Portal cards are used as navigation to take users to a subset of content. They include an icon and title, and may include a short descriptor of up to 60 characters.


For example, on the homepage each vertical has a card which points to content related directly to that vertical.

Similarly, on the page, each forum has a card.


  • COLOR: In most cases, icon lines should be #C7C8C6. Any color fills should draw from the accent palette.
  • LINE: Icons should maintain consistent line widths when scaled. Width is roughly equal to the weight of 2x body copy text.
  • BACKGROUND: Illustrated icons can be used on white background, or backgrounds #f9f9f9 or lighter. Reversed out illustrated icons should be used on colored backgrounds and background darker than #f9f9f9. In reversed out illustrated icons the color fills should multiply the background color.


  • Icons should be between 110px – 200px on web.
  • Offline illustrated icon sizes may vary based on the size of the execution. A general rule of thumb is to make it within 4-6x the size of the X-height of the text it accompanies.

Content Cards

Content cards are used to tout pieces of content (e.g. blog posts, webinars, and downloads).


  • Web-based written content like blog posts, press releases, and media coverage uses a text-only Content Card.
  • Multimedia or downloadable content like webinars, e-books, and toolkits incorporate an image.



Product screenshots are used frequently in brand communications. Screenshots should be displayed within the appropriate device shell. While older brand communications used photo realistic devices, all communications should now use the white, minimalistic device illustration shells.


Template Usage

  • Use the browser shell by default when showing software screenshots.
  • Use the Mobile, Laptop, and Laptop + Mobile shells with intention, when the device(s) is relevant.
  • Use no frame if only a cropped portion of the interface is shown.
  • Use no frame when the animation is not depicting software.
  • Shells have two styles: Light and Dark. Use the appropriate shell to provide the best contrast on the background.

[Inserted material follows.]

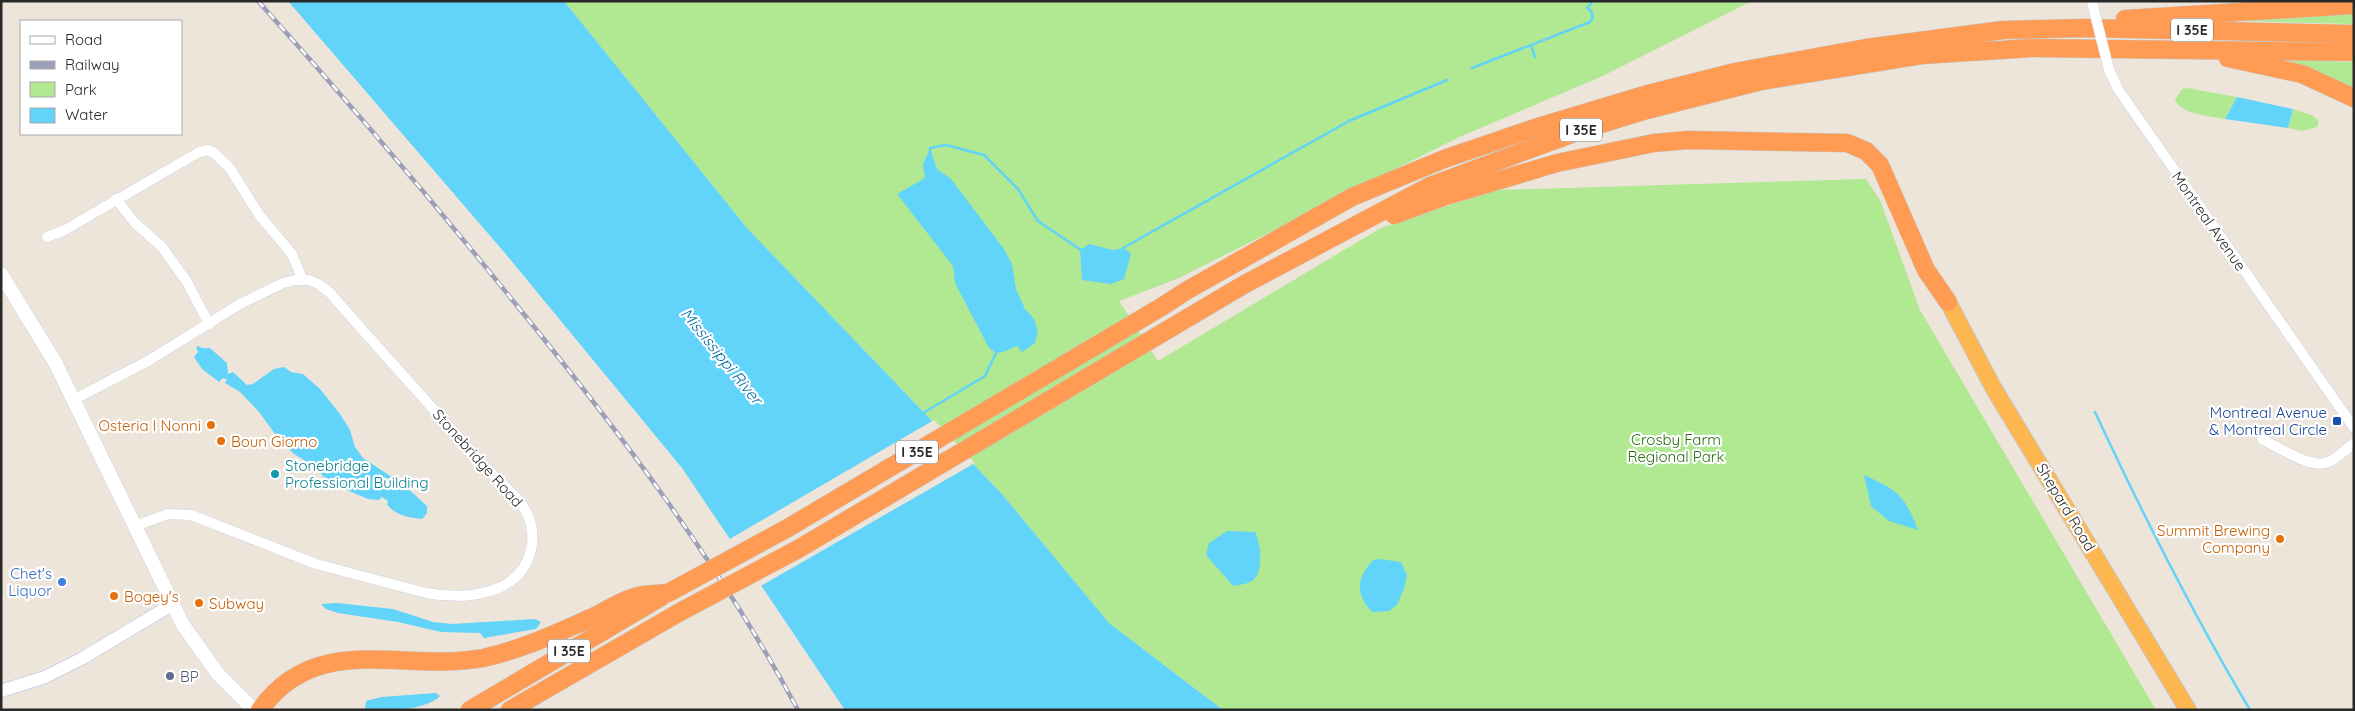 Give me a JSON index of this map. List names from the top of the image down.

Original imagery is preferred when possible to bring authenticity to brand communications. However, there are often situations for which no existing brand photography is available and custom photography is not feasible within time and/or budget. In these cases, we rely on stock imagery to tell our story.


  • Believable: Photos should depict real-life situations that could have happened. A women with earbuds in streaming a video on the metro: yes. Five business people in eerily-coordinated suits enthusiastically joining in on a group high five: not so much.
  • Natural: Real people aren’t emojis: they don’t burst into tears or grow hearts for eyes at the slightest impulse. Look for photos that look natural, not staged. Models should look like and dress like real people, and their facial expressions and body posture should match. Shots should look candid — eye contact with the camera is acceptable, but should be used with scrutiny to ensure a natural feel is maintained.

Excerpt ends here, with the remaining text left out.